Investigating YBR126W-A (Meo1) localization to specific ER subdomains requires specialized approaches that go beyond standard fluorescence microscopy. Given its confirmed ER localization, researchers should implement the following strategies:
Super-resolution microscopy approaches:
Structured illumination microscopy (SIM) to resolve ER tubule structures
Stimulated emission depletion (STED) microscopy for nanoscale resolution
Single-molecule localization microscopy (PALM/STORM) for precise protein clustering analysis
Expansion microscopy to physically magnify subcellular structures
ER subdomain markers co-localization:
Co-localization with ER-mitochondria encounter structure (ERMES) components
Association with ER-plasma membrane contact sites (cortical ER)

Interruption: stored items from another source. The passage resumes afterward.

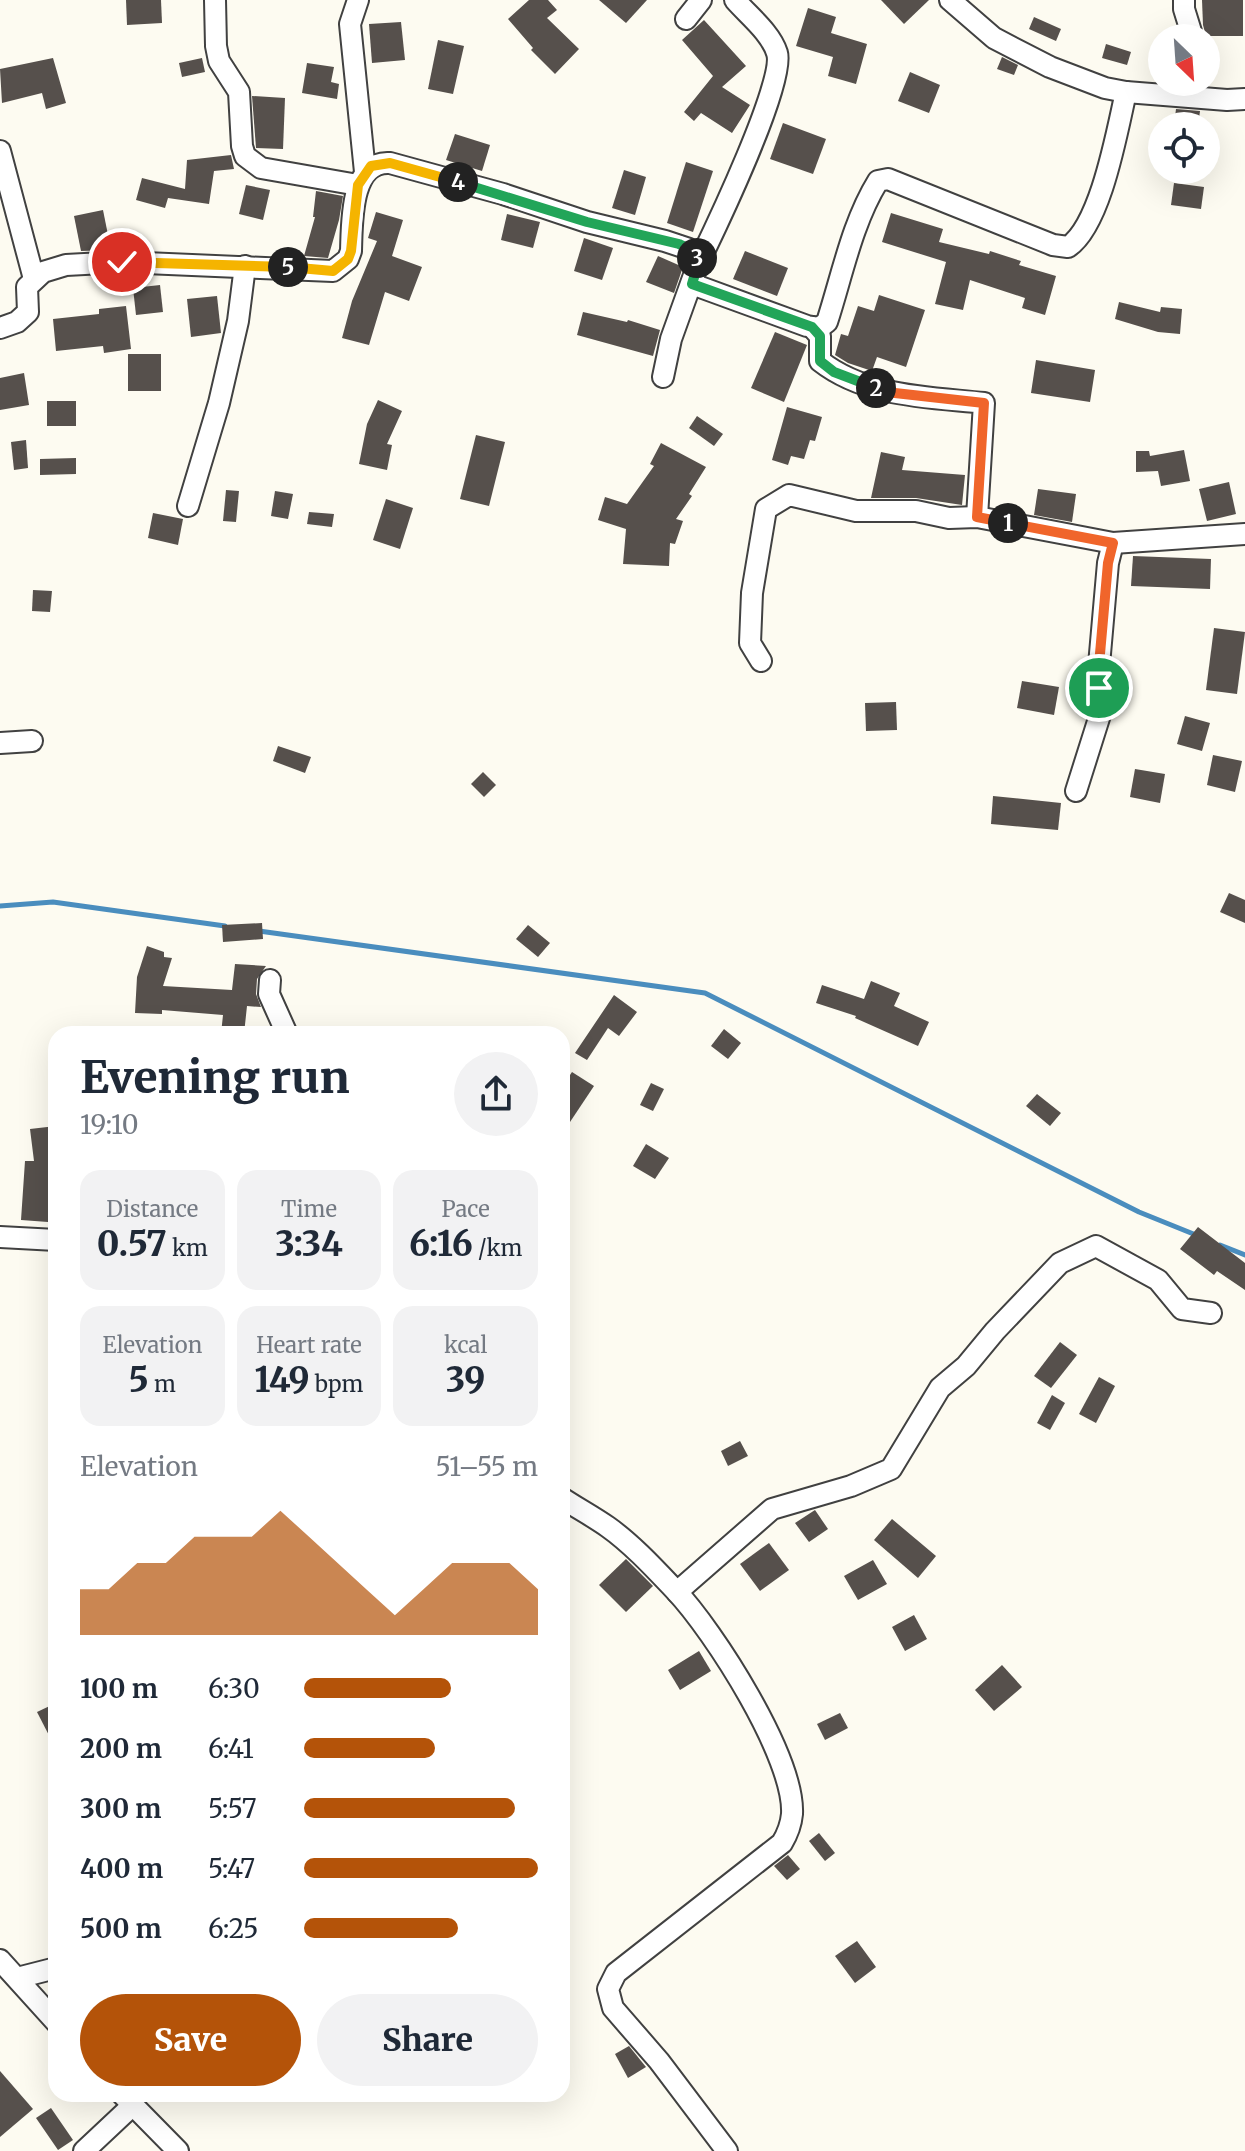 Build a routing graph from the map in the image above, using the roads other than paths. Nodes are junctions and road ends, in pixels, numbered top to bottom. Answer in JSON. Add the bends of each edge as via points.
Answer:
{"nodes":[{"id":1,"x":215,"y":0,"type":"edge"},
{"id":2,"x":358,"y":0,"type":"edge"},
{"id":3,"x":701,"y":0,"type":"edge"},
{"id":4,"x":735,"y":0,"type":"edge"},
{"id":5,"x":950,"y":0,"type":"edge"},
{"id":6,"x":1184,"y":0,"type":"edge"},
{"id":7,"x":686,"y":19,"type":"dead end"},
{"id":8,"x":1189,"y":24,"type":"edge"},
{"id":9,"x":1148,"y":91,"type":"edge"},
{"id":10,"x":1126,"y":92,"type":"junction"},
{"id":11,"x":1220,"y":95,"type":"edge"},
{"id":12,"x":1245,"y":99,"type":"edge"},
{"id":13,"x":0,"y":151,"type":"edge"},
{"id":14,"x":362,"y":179,"type":"junction"},
{"id":15,"x":245,"y":266,"type":"junction"},
{"id":16,"x":35,"y":270,"type":"junction"},
{"id":17,"x":695,"y":274,"type":"junction"},
{"id":18,"x":812,"y":327,"type":"junction"},
{"id":19,"x":0,"y":328,"type":"edge"},
{"id":20,"x":663,"y":377,"type":"dead end"},
{"id":21,"x":188,"y":506,"type":"dead end"},
{"id":22,"x":977,"y":517,"type":"junction"},
{"id":23,"x":1245,"y":534,"type":"edge"},
{"id":24,"x":1113,"y":543,"type":"junction"},
{"id":25,"x":761,"y":661,"type":"dead end"},
{"id":26,"x":32,"y":741,"type":"dead end"},
{"id":27,"x":0,"y":743,"type":"edge"},
{"id":28,"x":1076,"y":791,"type":"dead end"},
{"id":29,"x":270,"y":980,"type":"dead end"},
{"id":30,"x":283,"y":1026,"type":"edge"},
{"id":31,"x":0,"y":1237,"type":"edge"},
{"id":32,"x":48,"y":1240,"type":"edge"},
{"id":33,"x":1211,"y":1313,"type":"dead end"},
{"id":34,"x":570,"y":1503,"type":"edge"},
{"id":35,"x":677,"y":1592,"type":"junction"},
{"id":36,"x":0,"y":1960,"type":"edge"},
{"id":37,"x":48,"y":1970,"type":"edge"},
{"id":38,"x":17,"y":1978,"type":"junction"},
{"id":39,"x":48,"y":2013,"type":"edge"},
{"id":40,"x":125,"y":2102,"type":"edge"},
{"id":41,"x":131,"y":2102,"type":"edge"},
{"id":42,"x":84,"y":2151,"type":"edge"},
{"id":43,"x":178,"y":2151,"type":"edge"},
{"id":44,"x":727,"y":2151,"type":"edge"}],
"edges":[{"from":1,"to":14,"type":"street","via":[[216,46],[219,61],[239,92],[245,156],[261,168]]},
{"from":2,"to":14,"type":"street","via":[[350,24]]},
{"from":3,"to":7,"type":"street"},
{"from":4,"to":17,"type":"street","via":[[778,54],[745,162]]},
{"from":5,"to":10,"type":"street","via":[[994,38],[1050,67]]},
{"from":6,"to":8,"type":"street"},
{"from":9,"to":10,"type":"street"},
{"from":10,"to":18,"type":"street","via":[[1106,173],[1080,239],[1068,247],[1053,245],[888,179],[878,181],[827,322]]},
{"from":11,"to":12,"type":"street"},
{"from":13,"to":16,"type":"street"},
{"from":14,"to":15,"type":"street","via":[[351,251],[341,266],[321,272]]},
{"from":14,"to":17,"type":"street","via":[[377,163],[390,163],[679,244],[694,254]]},
{"from":15,"to":16,"type":"street","via":[[122,262]]},
{"from":15,"to":21,"type":"street","via":[[219,403]]},
{"from":16,"to":19,"type":"street","via":[[27,287],[28,312]]},
{"from":17,"to":18,"type":"street"},
{"from":17,"to":20,"type":"street"},
{"from":18,"to":22,"type":"street","via":[[820,336],[820,361],[834,372],[886,392],[984,403]]},
{"from":22,"to":24,"type":"street"},
{"from":22,"to":25,"type":"street","via":[[856,511],[789,495],[766,509],[750,643]]},
{"from":23,"to":24,"type":"street"},
{"from":24,"to":28,"type":"street","via":[[1099,665],[1100,715]]},
{"from":26,"to":27,"type":"street"},
{"from":29,"to":30,"type":"street","via":[[269,994]]},
{"from":31,"to":32,"type":"street"},
{"from":33,"to":35,"type":"street","via":[[1182,1309],[1158,1280],[1096,1246],[1060,1263],[940,1388],[891,1469],[772,1509]]},
{"from":34,"to":35,"type":"street","via":[[611,1529]]},
{"from":35,"to":44,"type":"street","via":[[727,1658],[776,1753],[792,1812],[789,1831],[782,1843],[616,1973],[608,1989],[613,2008]]},
{"from":36,"to":38,"type":"street"},
{"from":37,"to":38,"type":"street"},
{"from":38,"to":39,"type":"street"},
{"from":40,"to":42,"type":"street"},
{"from":41,"to":43,"type":"street"}]}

Co-distribution with specialized domains like ER exit sites or lipid droplet formation sites
Analysis with ER stress granule markers under stress conditions
Biochemical fractionation approaches:
Density gradient separation of ER subdomains
Detergent resistance membrane fractionation
Immunoisolation of specialized ER regions
Protease protection assays to determine membrane topology
Dynamic analysis methods:
Fluorescence recovery after photobleaching (FRAP) to measure mobility within the ER
Single-particle tracking to analyze diffusion patterns and constraints
Optogenetic approaches to induce relocalization and assess functional consequences
Correlative light and electron microscopy for ultrastructural context
The SWAT-GFP approach used to identify YBR126W-A's ER localization provides a foundation for these more detailed studies . The systematic co-localization approach used for peroxisomal proteins could be adapted to systematically test co-localization with markers of different ER subdomains, potentially revealing more specific localization patterns .

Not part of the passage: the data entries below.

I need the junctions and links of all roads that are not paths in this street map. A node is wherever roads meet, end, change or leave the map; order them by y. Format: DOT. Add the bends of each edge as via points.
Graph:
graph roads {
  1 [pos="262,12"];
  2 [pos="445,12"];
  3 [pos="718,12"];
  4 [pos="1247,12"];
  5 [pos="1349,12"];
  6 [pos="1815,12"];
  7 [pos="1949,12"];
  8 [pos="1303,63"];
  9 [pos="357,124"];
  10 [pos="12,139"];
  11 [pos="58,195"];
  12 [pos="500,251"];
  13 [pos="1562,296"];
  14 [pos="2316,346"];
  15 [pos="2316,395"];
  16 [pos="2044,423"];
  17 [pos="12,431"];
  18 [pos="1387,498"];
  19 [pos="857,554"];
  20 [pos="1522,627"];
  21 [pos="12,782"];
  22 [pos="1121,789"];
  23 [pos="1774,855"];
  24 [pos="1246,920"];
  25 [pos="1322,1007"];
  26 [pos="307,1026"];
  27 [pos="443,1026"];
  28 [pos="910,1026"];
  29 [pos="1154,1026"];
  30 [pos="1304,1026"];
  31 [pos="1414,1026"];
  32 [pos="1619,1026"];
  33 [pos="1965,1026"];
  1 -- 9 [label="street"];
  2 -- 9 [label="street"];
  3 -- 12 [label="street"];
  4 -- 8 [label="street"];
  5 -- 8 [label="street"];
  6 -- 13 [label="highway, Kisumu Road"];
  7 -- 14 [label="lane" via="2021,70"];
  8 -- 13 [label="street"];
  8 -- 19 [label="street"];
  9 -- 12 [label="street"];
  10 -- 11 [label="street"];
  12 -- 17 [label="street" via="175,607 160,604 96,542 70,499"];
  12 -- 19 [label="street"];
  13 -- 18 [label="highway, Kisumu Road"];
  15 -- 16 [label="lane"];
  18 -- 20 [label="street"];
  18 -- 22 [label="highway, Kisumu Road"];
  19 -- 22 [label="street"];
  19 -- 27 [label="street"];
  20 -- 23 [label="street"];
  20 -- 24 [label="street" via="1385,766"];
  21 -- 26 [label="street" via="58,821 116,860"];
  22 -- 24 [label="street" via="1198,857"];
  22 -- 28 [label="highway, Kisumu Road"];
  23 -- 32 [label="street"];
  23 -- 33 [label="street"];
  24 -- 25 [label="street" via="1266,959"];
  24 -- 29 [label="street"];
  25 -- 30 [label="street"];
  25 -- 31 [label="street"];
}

Evolutionary analysis of YBR126W-A (Meo1) across fungal species can provide valuable insights into its function and importance. Given its classification as a small ORF protein that was only later annotated in the yeast genome, investigating its evolutionary conservation is particularly important .
Key evolutionary analyses should include:
Ortholog identification approaches:
Sensitive sequence similarity searches optimized for small proteins
Synteny analysis to identify positionally conserved genes
Profile-based searches using position-specific scoring matrices
Structure-based homology detection for distant relationships
Evolutionary rate analyses:
Calculation of dN/dS ratios to assess selection pressure
Identification of conserved residues suggesting functional importance
Analysis of insertion/deletion patterns across species
Relative evolutionary rate comparison with other ER proteins
Comparative genomics approaches:
Presence/absence patterns across fungal phylogeny
Co-evolution with interacting partners
Association with specific metabolic or stress response pathways
Correlation with lifestyle or environmental adaptations
Functional evolution assessment:
Expression pattern conservation across species
Localization conservation in model organisms
Complementation assays with orthologs from other species
Analysis of species-specific adaptations in sequence or regulation
The identification of YBR126W-A as part of a previously understudied group of smORFs suggests that similar proteins may exist across fungal species but might have been overlooked in genome annotations . Systematic analysis of these evolutionarily related proteins could reveal conserved functions and establish YBR126W-A as part of an ancient functional group of small ER proteins.